Federico Mussini (born March 12, 1996) is an Italian basketball player for Pallalcesto Amatori Udine of the Italian Serie A2 Basket, second tier national championship.

Career

Federico Mussini made his debut for Grissin Bon Reggio Emilia in May 2013 against Pallacanestro Virtus Roma, but only played one minute.

In the 2013-14 season, Mussini only played in 9 total games for Reggio Emilia, but he played 11.6 minutes per game on the way to Reggio Emilia winning the 2013–14 EuroChallenge.

Mussini was loaned to Stella Azzurra Roma for the 2013-14 Nike International Junior Tournament, where he was named to the All-Tournament team after averaging 19.2 points, 3.2 rebounds, 1.8 assists, and 2.5 steals.

In the 2014-15 season, Mussini saw increased role for Reggio Emilia as a back-up point guard to Andrea Cinciarini.

With Mussini drawing strong interest from the NCAA, Reggio Emilia reportedly offered him a 5-year contract. Mussini said that he planned to decide his future by the end of April 2015 with Gonzaga, St. John's, and Davidson among the colleges he would most likely choose if he decides to leave Reggio Emilia.

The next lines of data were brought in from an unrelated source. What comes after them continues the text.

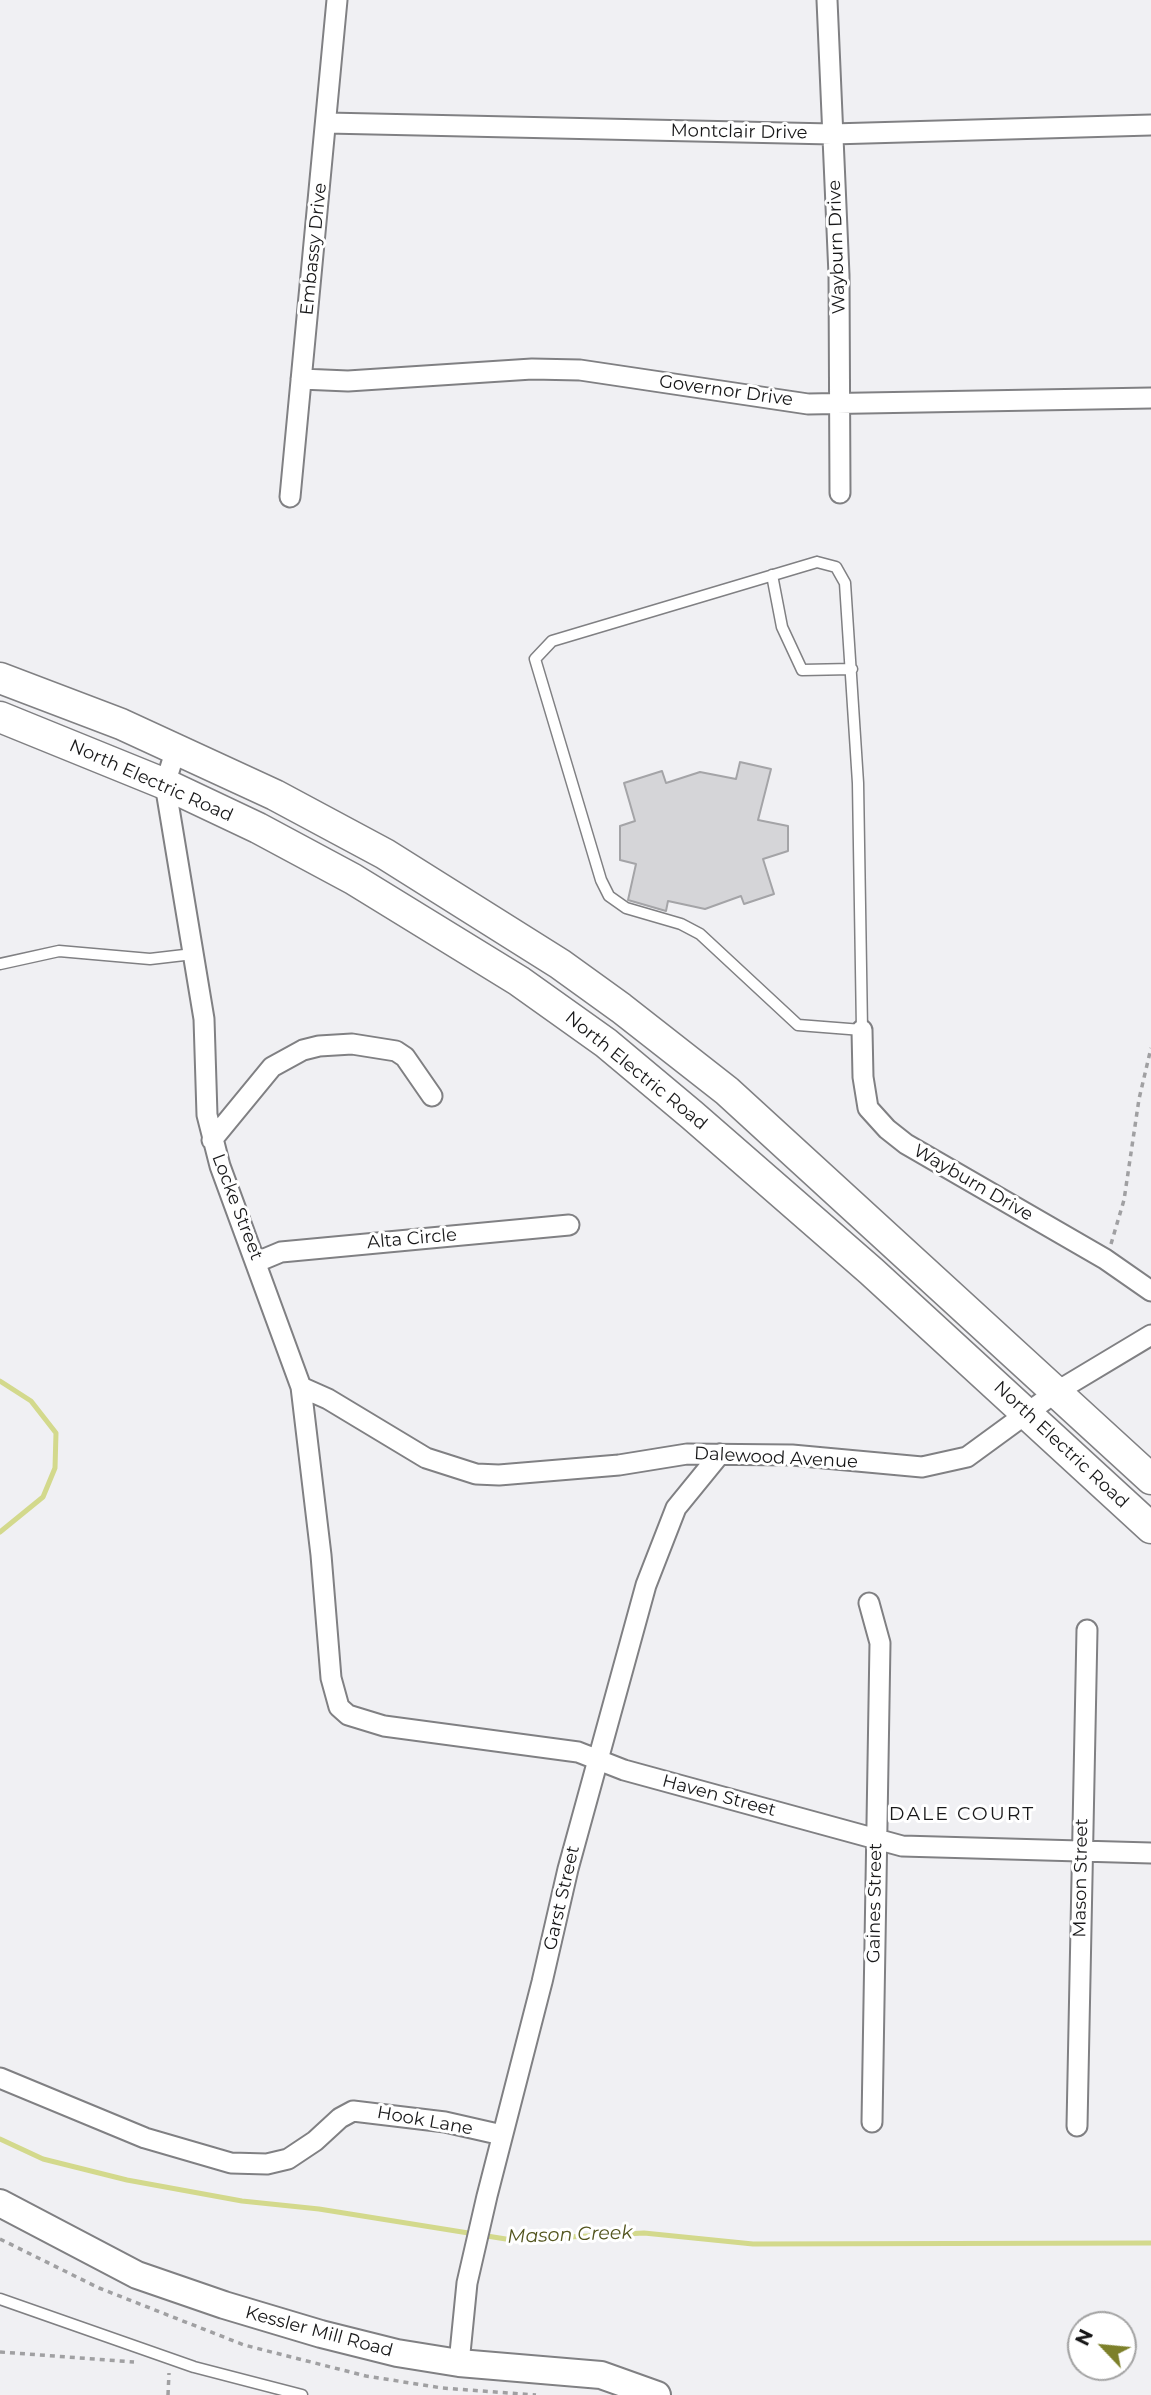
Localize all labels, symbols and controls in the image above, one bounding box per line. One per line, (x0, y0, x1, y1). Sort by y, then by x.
street label: Montclair Drive (670, 120, 808, 144)
street label: Wayburn Drive (824, 179, 850, 315)
street label: Embassy Drive (296, 182, 332, 316)
street label: Governor Drive (658, 371, 794, 411)
street label: North Electric Road (66, 735, 236, 827)
street label: North Electric Road (561, 1007, 711, 1135)
street label: Wayburn Drive (909, 1140, 1037, 1226)
street label: Locke Street (207, 1151, 267, 1263)
street label: Alta Circle (366, 1224, 458, 1254)
street label: North Electric Road (989, 1377, 1133, 1513)
street label: Dalewood Avenue (694, 1443, 858, 1473)
street label: Haven Street (660, 1770, 778, 1822)
district label: DALE COURT (890, 1803, 1034, 1825)
street label: Mason Street (1069, 1818, 1093, 1938)
street label: Garst Street (539, 1843, 585, 1953)
street label: Gaines Street (863, 1843, 887, 1963)
street label: Hook Lane (375, 2102, 475, 2140)
water label: Mason Creek (507, 2221, 633, 2249)
street label: Kessler Mill Road (243, 2302, 395, 2362)
north arrow (1067, 2311, 1137, 2381)
text: N (1071, 2326, 1098, 2349)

On June 29, 2015, Mussini committed to play college basketball for the St. John's Red Storm.

On June 6, 2017, Mussini officially left St. John's to return in Italy and signed a three-year deal with Pallacanestro Reggiana.

On March 30, 2018, Mussini officially joined Pallacanestro Trieste on loan for 2017–18 Serie A2 season.

On July 10, 2018, Mussini returned to Reggiana. He finished last season on loan in Trieste conquering the promotion in LBA.

On July 5, 2019, he has signed with VL Pesaro of the Lega Basket Serie A (LBA).

On October 9, 2020, while the season had just started, Mussini signed a short-term contract with Trieste, which was facing many injury problems.

On January 7, 2021, he signed for Pallalcesto Amatori Udine in the Serie A2 Basket, second tier national championship.

International career

Mussini was invited to play in the 2012 Jordan Brand Classic where he led the White International team to victory over the Blue International team with a game-high 21 points, 4 rebounds, 4 assists, and 2 steals.

Mussini joined the Under-16 Italian national team in 2012, where he led Italy to fourth place and was named to the All-Tournament team. Mussini averaged 14.6 points, 3.8 rebounds, 2.1 assists, 1.8 steals, along with a tournament high 52.2% 3-point field goal percentage.

Mussini was a member of the 2014 Italian Under-18 team that played in the Albert Schweitzer Tournament, where he led Italy to first place over USA. Mussini had 20 points, 7 rebounds, and 6 assists in the championship game. Mussini was named to the All-Tournament team after averaging 20.3 points, 3.9 rebounds, 3.4 assists, and 1.4 steals.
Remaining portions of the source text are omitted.